Problem to solve -
Where a picture appears, leave it out, and transcribe all the lines below exactly.

Input data -
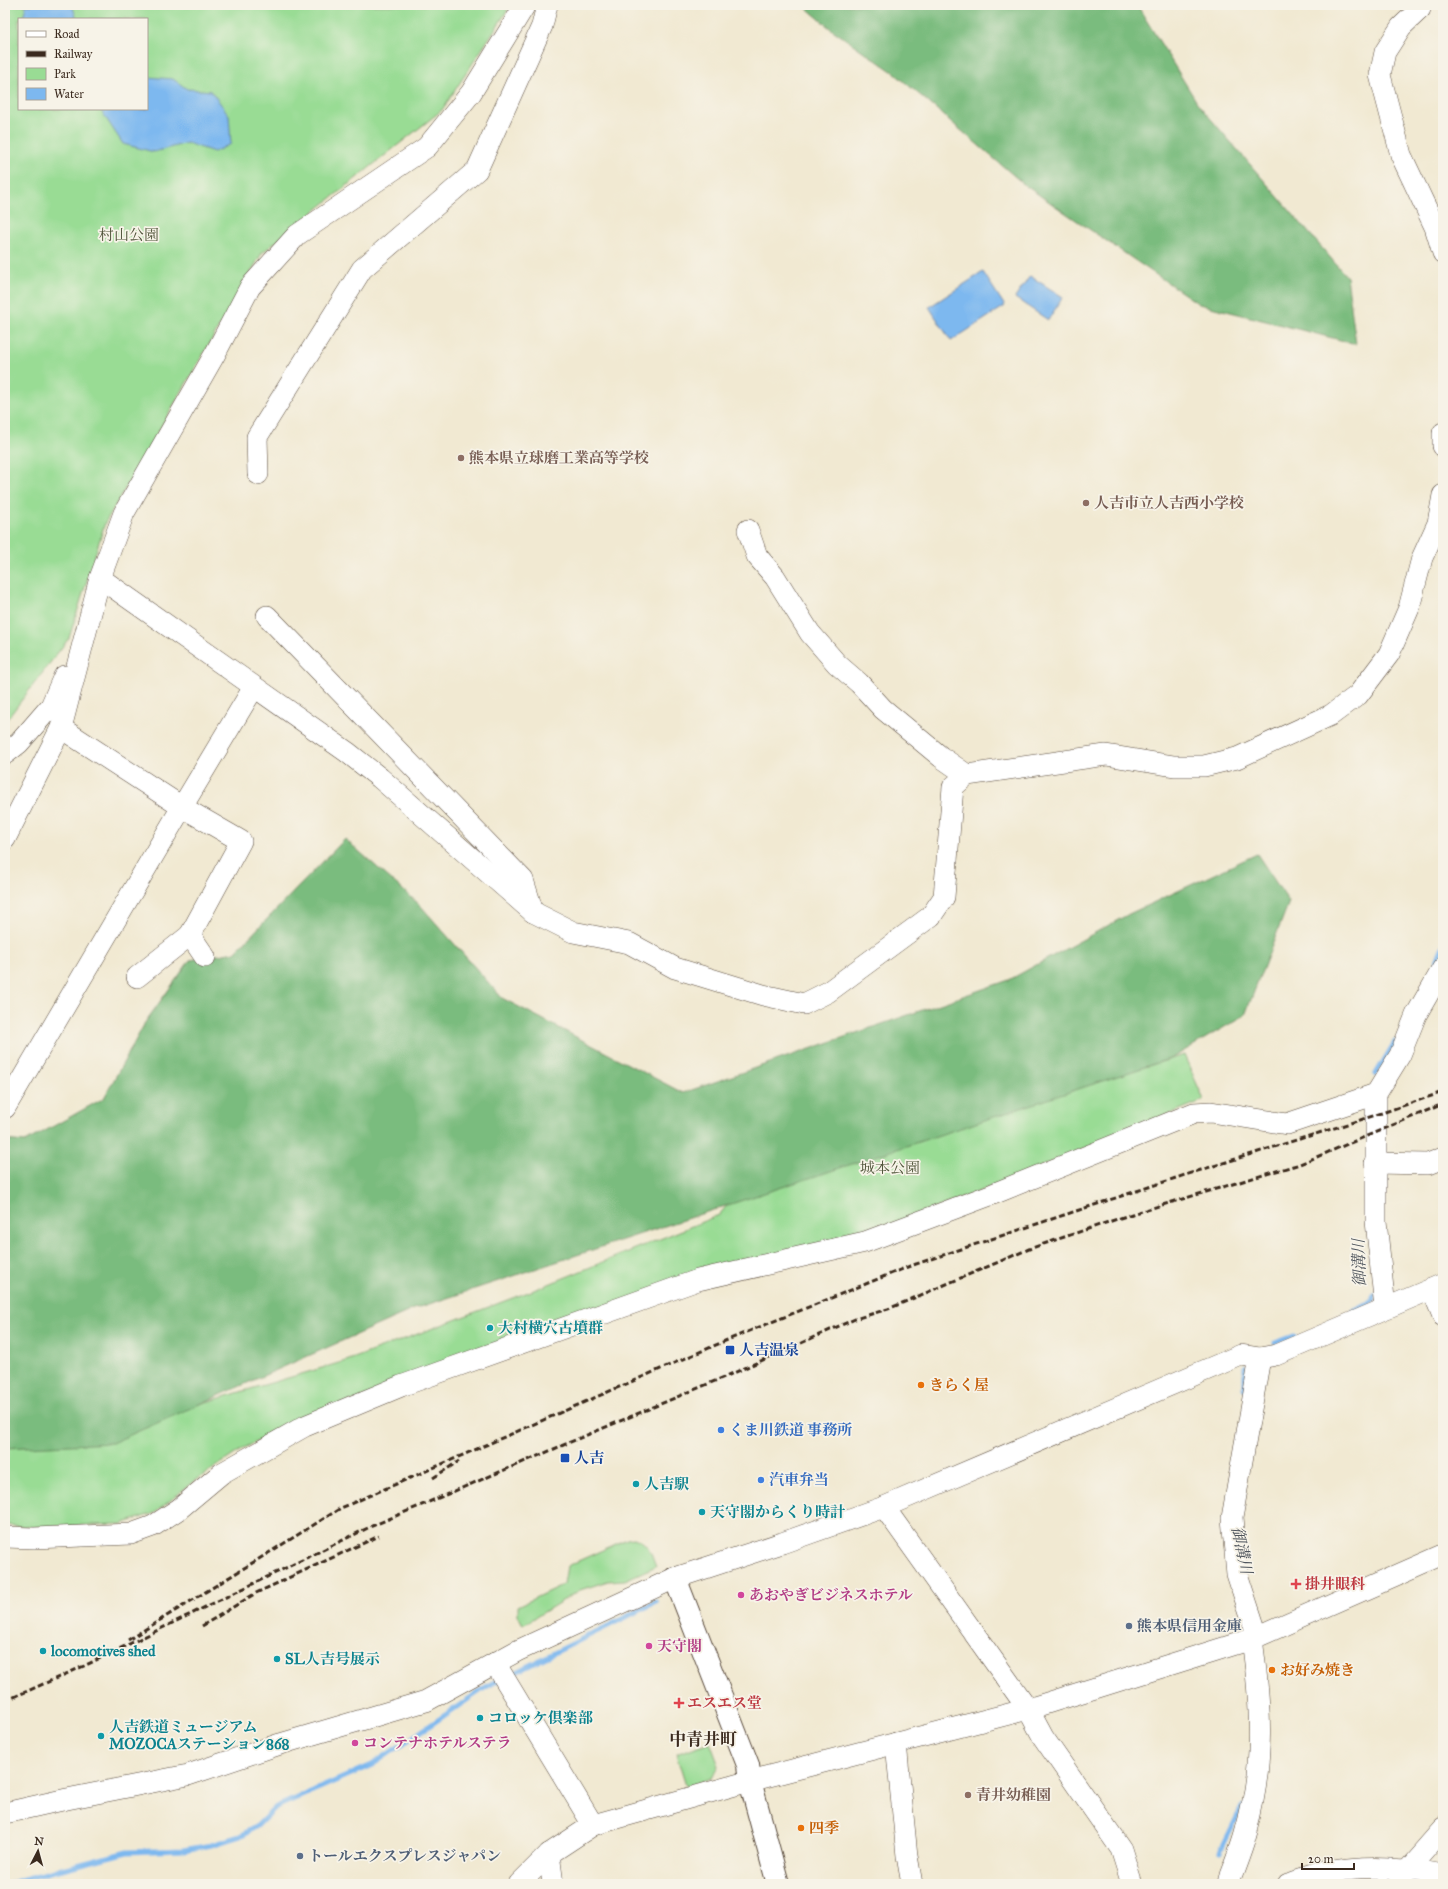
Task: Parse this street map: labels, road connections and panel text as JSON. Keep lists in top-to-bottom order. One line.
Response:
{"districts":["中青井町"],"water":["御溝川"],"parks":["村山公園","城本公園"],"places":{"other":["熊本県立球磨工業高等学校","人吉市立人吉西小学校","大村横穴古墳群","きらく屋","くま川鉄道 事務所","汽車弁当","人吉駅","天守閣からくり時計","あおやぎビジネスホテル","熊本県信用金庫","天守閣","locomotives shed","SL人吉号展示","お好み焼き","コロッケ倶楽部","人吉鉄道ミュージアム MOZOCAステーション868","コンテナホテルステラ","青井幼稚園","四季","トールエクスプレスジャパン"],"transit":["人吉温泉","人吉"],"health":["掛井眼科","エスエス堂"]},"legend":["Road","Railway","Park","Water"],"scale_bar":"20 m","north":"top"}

Answer space -
Task: Parse this street map: labels, road connections and panel text as JSON. Keep lists in top-to-bottom order. One line.
Response:
{"districts":["中青井町"],"water":["御溝川"],"parks":["村山公園","城本公園"],"places":{"other":["熊本県立球磨工業高等学校","人吉市立人吉西小学校","大村横穴古墳群","きらく屋","くま川鉄道 事務所","汽車弁当","人吉駅","天守閣からくり時計","あおやぎビジネスホテル","熊本県信用金庫","天守閣","locomotives shed","SL人吉号展示","お好み焼き","コロッケ倶楽部","人吉鉄道ミュージアム MOZOCAステーション868","コンテナホテルステラ","青井幼稚園","四季","トールエクスプレスジャパン"],"transit":["人吉温泉","人吉"],"health":["掛井眼科","エスエス堂"]},"legend":["Road","Railway","Park","Water"],"scale_bar":"20 m","north":"top"}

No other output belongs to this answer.